Qu'écrit Christian Huber, qui a dûment informé ses collègues du gouvernement de son initiative? «On ne peut pas ne pas déceler une certaine joie maligne dans la presse romande au sujet de l'aéroport de Zurich-Kloten. Enfin les Zurichois descendent de leur piédestal, enfin ils encaissent des coups mérités, enfin ces millionnaires de la rive dorée du lac de Zurich sont couverts de bruit aérien.»

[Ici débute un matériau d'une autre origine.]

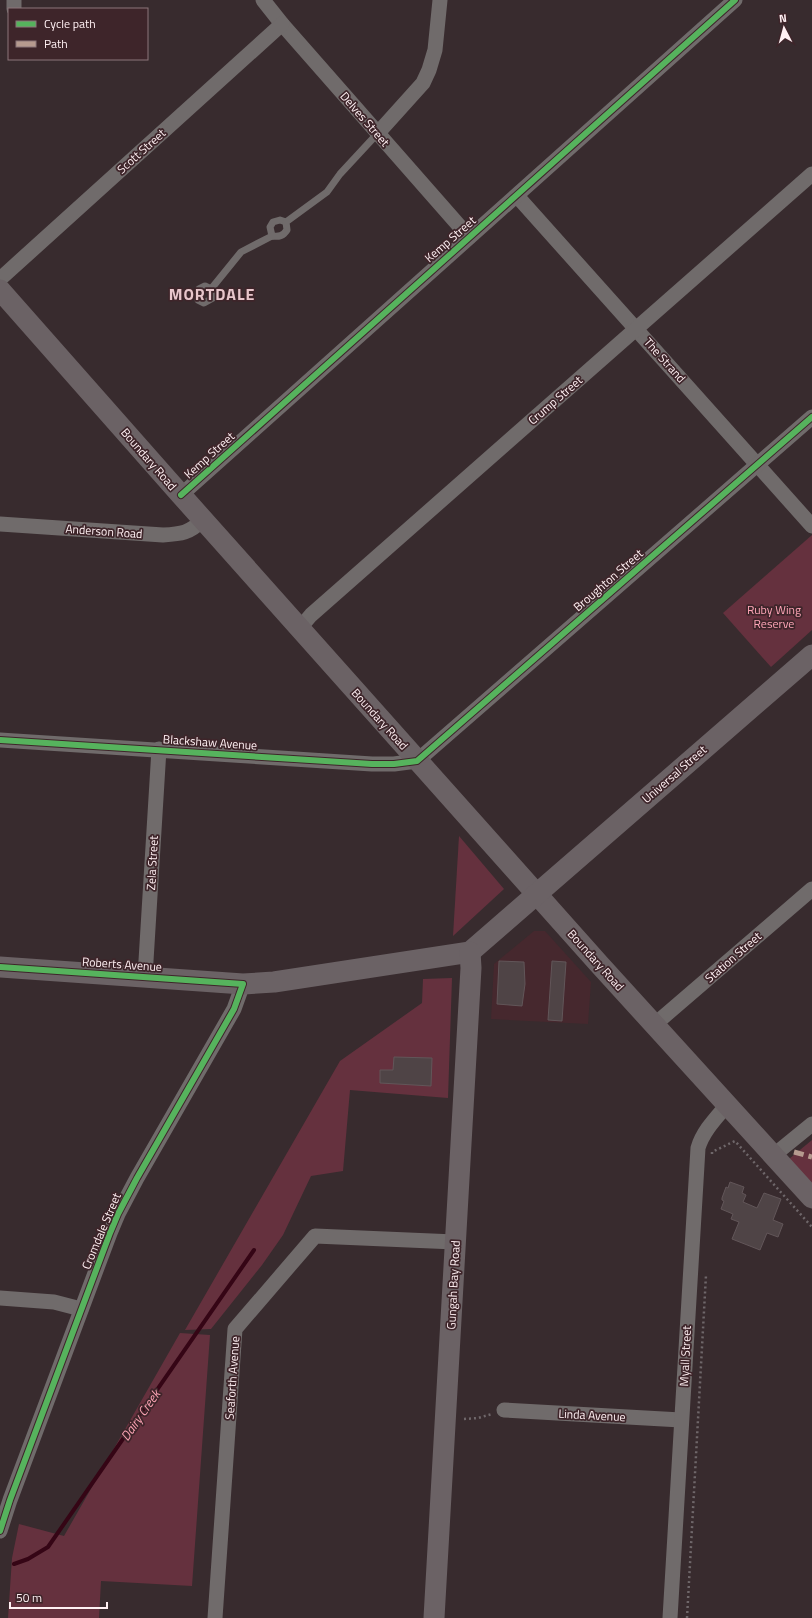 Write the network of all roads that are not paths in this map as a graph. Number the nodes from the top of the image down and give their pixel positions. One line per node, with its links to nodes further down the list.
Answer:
1 (263, 0): 4 (street, Delves Street)
2 (440, 0): 5 (street)
3 (735, 0): 7 (street, Kemp Street)
4 (282, 24): 5 (street, Delves Street); 12 (street, Scott Street)
5 (378, 133): 8 (lane); 10 (street, Delves Street)
6 (812, 174): 13 (street, Crump Street)
7 (517, 196): 10 (street, Kemp Street); 13 (street, The Strand)
8 (286, 222): 9 (lane); 9 (lane)
9 (272, 236): 11 (lane)
10 (469, 237): 16 (street, Kemp Street)
11 (211, 289)
12 (1, 290): 16 (street, Boundary Road)
13 (636, 328): 15 (street, The Strand); 20 (street, Crump Street)
14 (812, 416): 15 (street, Broughton Street)
15 (758, 464): 19 (street, The Strand); 24 (street, Broughton Street)
16 (181, 495): 17 (street, Boundary Road)
17 (203, 520): 18 (street, Anderson Road); 20 (street, Boundary Road)
18 (0, 524)
19 (812, 526)
20 (300, 628): 24 (street, Boundary Road)
21 (812, 655): 26 (street, Universal Street)
22 (0, 740): 23 (street, Blackshaw Avenue)
23 (159, 750): 24 (street, Blackshaw Avenue); 29 (street, Zela Street)
24 (417, 761): 26 (street, Boundary Road)
25 (812, 889): 31 (street, Station Street)
26 (537, 894): 27 (street); 31 (street, Boundary Road)
27 (470, 952): 30 (street, Roberts Avenue); 36 (street, Gungah Bay Road)
28 (0, 967): 29 (street, Roberts Avenue)
29 (145, 977): 30 (street, Roberts Avenue)
30 (242, 984): 38 (street, Cromdale Street)
31 (654, 1025): 32 (street, Boundary Road)
32 (728, 1105): 34 (street, Boundary Road); 40 (street, Myall Street)
33 (812, 1124): 34 (street)
34 (774, 1155): 35 (street, Boundary Road)
35 (812, 1198)
36 (455, 1242): 42 (street, Seaforth Avenue); 43 (street, Gungah Bay Road)
37 (0, 1298): 38 (street)
38 (82, 1309): 41 (street, Cromdale Street)
39 (504, 1410): 40 (street, Linda Avenue)
40 (681, 1420): 44 (street, Myall Street)
41 (0, 1531)
42 (215, 1618)
43 (434, 1618)
44 (670, 1618) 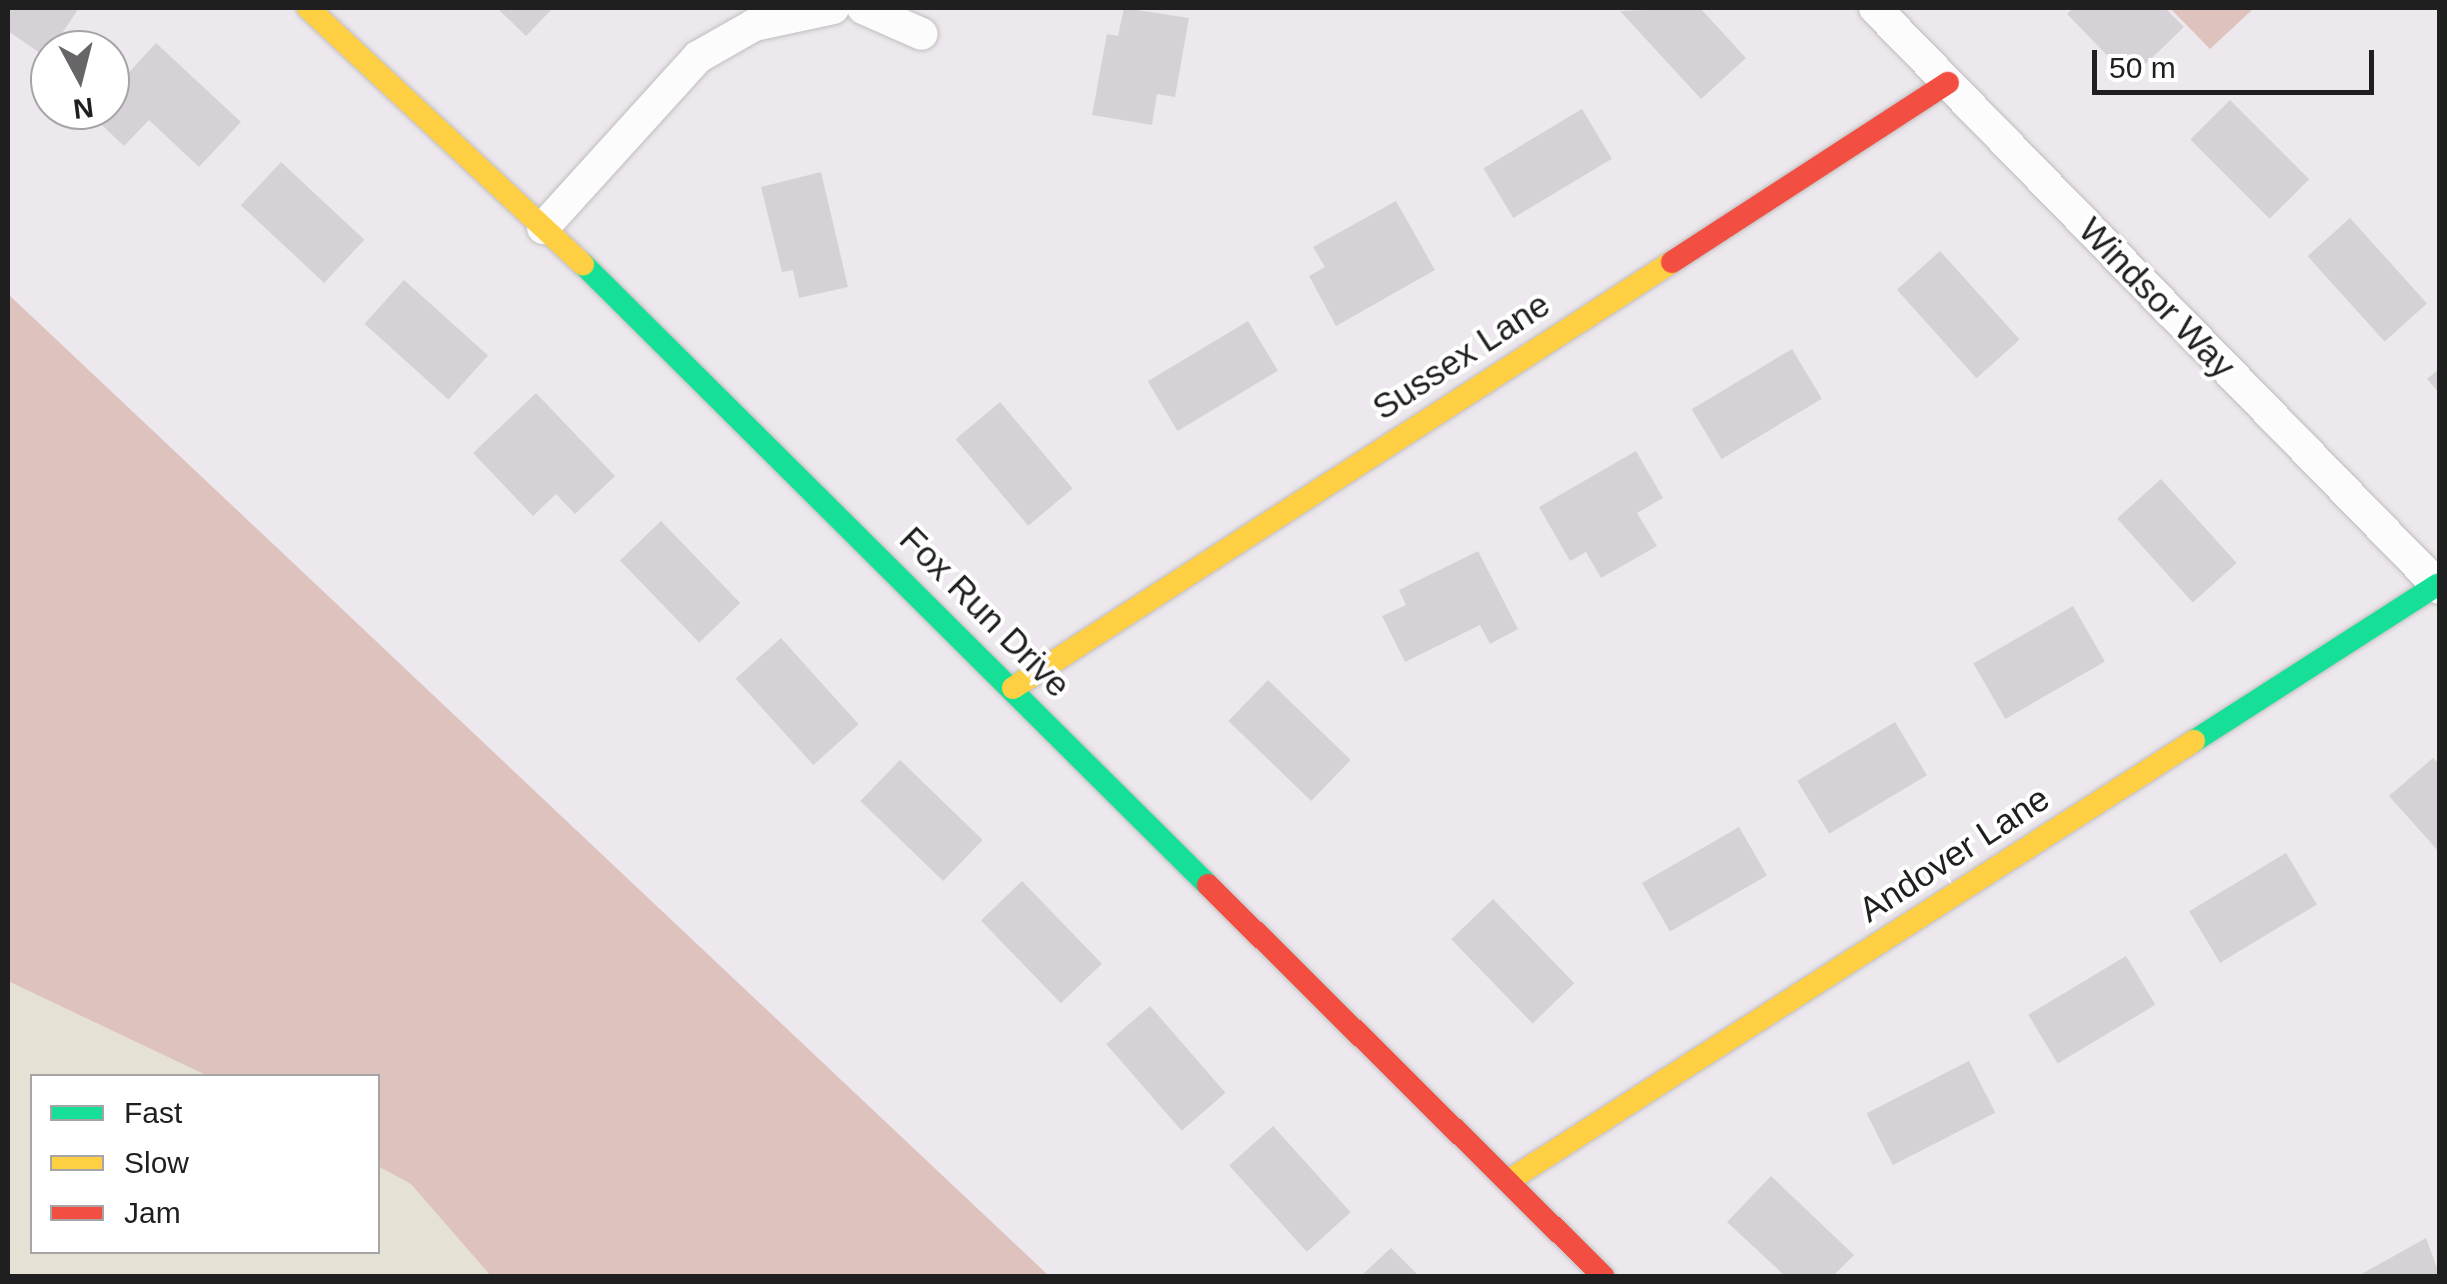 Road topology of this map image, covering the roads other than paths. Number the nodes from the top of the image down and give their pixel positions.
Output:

En résumé, le conseiller d'Etat veut avant tout rappeler que le différend avec l'Allemagne ne touche pas la Goldküste (lire ci-dessus), et que le sort de l'aéroport de Kloten intéresse toute la Suisse. «La prospérité suisse se fonde principalement sur le commerce extérieur et la portée du trafic aérien est vitale pour la Suisse», explique-t-il. Et de rappeler discrètement au passage que les cantons structurellement et financièrement plus faibles profitent de la péréquation: «Si Zurich descend en deuxième ligue, c'est la Suisse tout entière qui perd!»